The next step is to add constraints to the model. Linear constraints are added through theGRBaddconstr
function in C:
error = GRBaddconstr(model, 3, ind, val, GRB_LESS_EQUAL, 4.0, "c0");To add a linear constraint in C, you must specify a list of variable indices and coefficients for the left-hand side, a sense for the constraint (e.g.,
GRB_LESS_EQUAL
), and a right-hand side constant. You can also give the constraint a name; if you omit the name, Gurobi will assign a default name for the constraint.In C++, C#, Java, and Python, you build a linear constraint by first building linear expressions for the left- and right-hand sides. In Java, which doesn't support operator overloading, you build an expression as follows:
// Set objective: maximize x + y + 2 z GRBLinExpr expr = new GRBLinExpr(); expr.addTerm(1.0, x); expr.addTerm(1.0, y); expr.addTerm(2.0, z);You then use the
addConstr
method on theGRBModel
object to add a constraint using these linear expressions for the left- and right-hand sides:model.addConstr(expr, GRB.LESS_EQUAL, 4.0, "c0");
For C++, C#, and Python, the standard mathematical operators such as +, *, <= have been overloaded so that the linear expression resembles a traditional mathematical expression. In C++:
model.AddConstr(x + 2 * y + 3 * z <= 4.0, "c0");
Once the model has been built, the typical next step is to optimize it (usingGRBoptimize
in C,model.optimize
in C++, Java, and Python, ormodel.Optimize
in C#). You can then query theX
attribute on the variables to retrieve the solution (and theVarName
属性retrieve the variable name for each variable). In C, theX
attribute is retrieved as follows:
error = GRBgetdblattrarray(model, GRB_DBL_ATTR_X, 0, 3, sol);
In C++:
cout << x.get(GRB_StringAttr_VarName) << " " << x.get(GRB_DoubleAttr_X) << endl; cout << y.get(GRB_StringAttr_VarName) << " " << y.get(GRB_DoubleAttr_X) << endl; cout << z.get(GRB_StringAttr_VarName) << " " << z.get(GRB_DoubleAttr_X) << endl;
In Java:
System.out.println(x.get(GRB.StringAttr.VarName) + " " +x.get(GRB.DoubleAttr.X)); System.out.println(y.get(GRB.StringAttr.VarName) + " " +y.get(GRB.DoubleAttr.X)); System.out.println(z.get(GRB.StringAttr.VarName) + " " +z.get(GRB.DoubleAttr.X));
In C#:
Console.WriteLine (x。VarName + " " + x.X);控制台。WriteLine(y.VarName + " " + y.X); Console.WriteLine(z.VarName + " " + z.X);
In Python:
for v in m.getVars(): print('%s %g' % (v.VarName, v.X))

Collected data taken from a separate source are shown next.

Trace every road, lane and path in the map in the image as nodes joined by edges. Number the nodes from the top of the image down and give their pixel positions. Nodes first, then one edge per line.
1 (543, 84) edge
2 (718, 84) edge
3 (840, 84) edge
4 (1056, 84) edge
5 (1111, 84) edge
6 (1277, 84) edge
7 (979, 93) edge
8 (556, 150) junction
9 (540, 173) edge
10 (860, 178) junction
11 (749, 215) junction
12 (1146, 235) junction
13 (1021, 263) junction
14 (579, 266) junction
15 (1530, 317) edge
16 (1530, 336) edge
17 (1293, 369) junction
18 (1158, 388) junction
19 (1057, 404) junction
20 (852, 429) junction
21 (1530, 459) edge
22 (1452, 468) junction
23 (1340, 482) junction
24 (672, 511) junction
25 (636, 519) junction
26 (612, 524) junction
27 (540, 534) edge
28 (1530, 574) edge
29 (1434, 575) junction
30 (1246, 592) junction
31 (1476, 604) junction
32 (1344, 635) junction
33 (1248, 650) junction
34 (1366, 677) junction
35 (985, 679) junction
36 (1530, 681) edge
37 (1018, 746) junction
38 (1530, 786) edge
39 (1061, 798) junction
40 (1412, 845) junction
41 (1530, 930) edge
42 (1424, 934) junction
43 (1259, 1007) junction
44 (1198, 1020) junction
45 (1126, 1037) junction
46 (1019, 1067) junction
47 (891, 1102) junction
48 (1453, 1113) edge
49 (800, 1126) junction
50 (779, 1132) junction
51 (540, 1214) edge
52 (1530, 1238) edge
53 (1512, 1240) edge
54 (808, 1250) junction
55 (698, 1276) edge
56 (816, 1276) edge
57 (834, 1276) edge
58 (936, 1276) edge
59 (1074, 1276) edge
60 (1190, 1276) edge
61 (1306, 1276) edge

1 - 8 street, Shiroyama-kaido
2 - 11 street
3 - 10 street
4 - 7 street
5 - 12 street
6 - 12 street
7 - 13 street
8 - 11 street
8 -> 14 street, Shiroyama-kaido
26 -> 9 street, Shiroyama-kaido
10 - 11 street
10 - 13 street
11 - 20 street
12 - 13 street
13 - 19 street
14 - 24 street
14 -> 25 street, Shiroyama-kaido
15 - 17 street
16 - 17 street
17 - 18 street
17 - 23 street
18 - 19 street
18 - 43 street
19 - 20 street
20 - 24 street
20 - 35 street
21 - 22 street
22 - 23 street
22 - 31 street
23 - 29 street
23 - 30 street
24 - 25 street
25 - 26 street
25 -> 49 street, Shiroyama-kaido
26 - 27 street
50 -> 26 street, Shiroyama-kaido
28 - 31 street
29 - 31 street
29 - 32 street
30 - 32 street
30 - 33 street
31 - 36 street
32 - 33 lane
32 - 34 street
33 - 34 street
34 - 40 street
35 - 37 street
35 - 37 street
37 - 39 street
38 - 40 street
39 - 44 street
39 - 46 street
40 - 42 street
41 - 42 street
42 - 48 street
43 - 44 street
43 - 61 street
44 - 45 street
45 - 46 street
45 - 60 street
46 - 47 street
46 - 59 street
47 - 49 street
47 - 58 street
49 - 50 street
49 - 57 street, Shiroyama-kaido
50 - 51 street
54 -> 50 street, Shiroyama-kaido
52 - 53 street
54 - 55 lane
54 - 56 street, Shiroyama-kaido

When querying or modifying attribute values for an array of constraints or variables, it is generally more efficient to perform the action on the whole array at once. This is quite natural in the C interface, where most of the attribute routines take array arguments. In the C++, C#, Java, and Python interfaces, you can use theget
andset
methods on theGRBModel
object to work directly with arrays of attribute values (getAttr
/setAttr
in Python). In thesudoku
Java example, this is done as follows:
double[][][] x = model.get(GRB.DoubleAttr.X, vars);
We should point out one important subtlety in our interface. We use alazy updateapproach to building and modifying a model. When you make changes, they are added to a queue. The queue is only flushed when you optimize the model (or write it to a file). In the uncommon situation where you want to query information about your model before optimizing it, you should call theupdatemethod before making your query.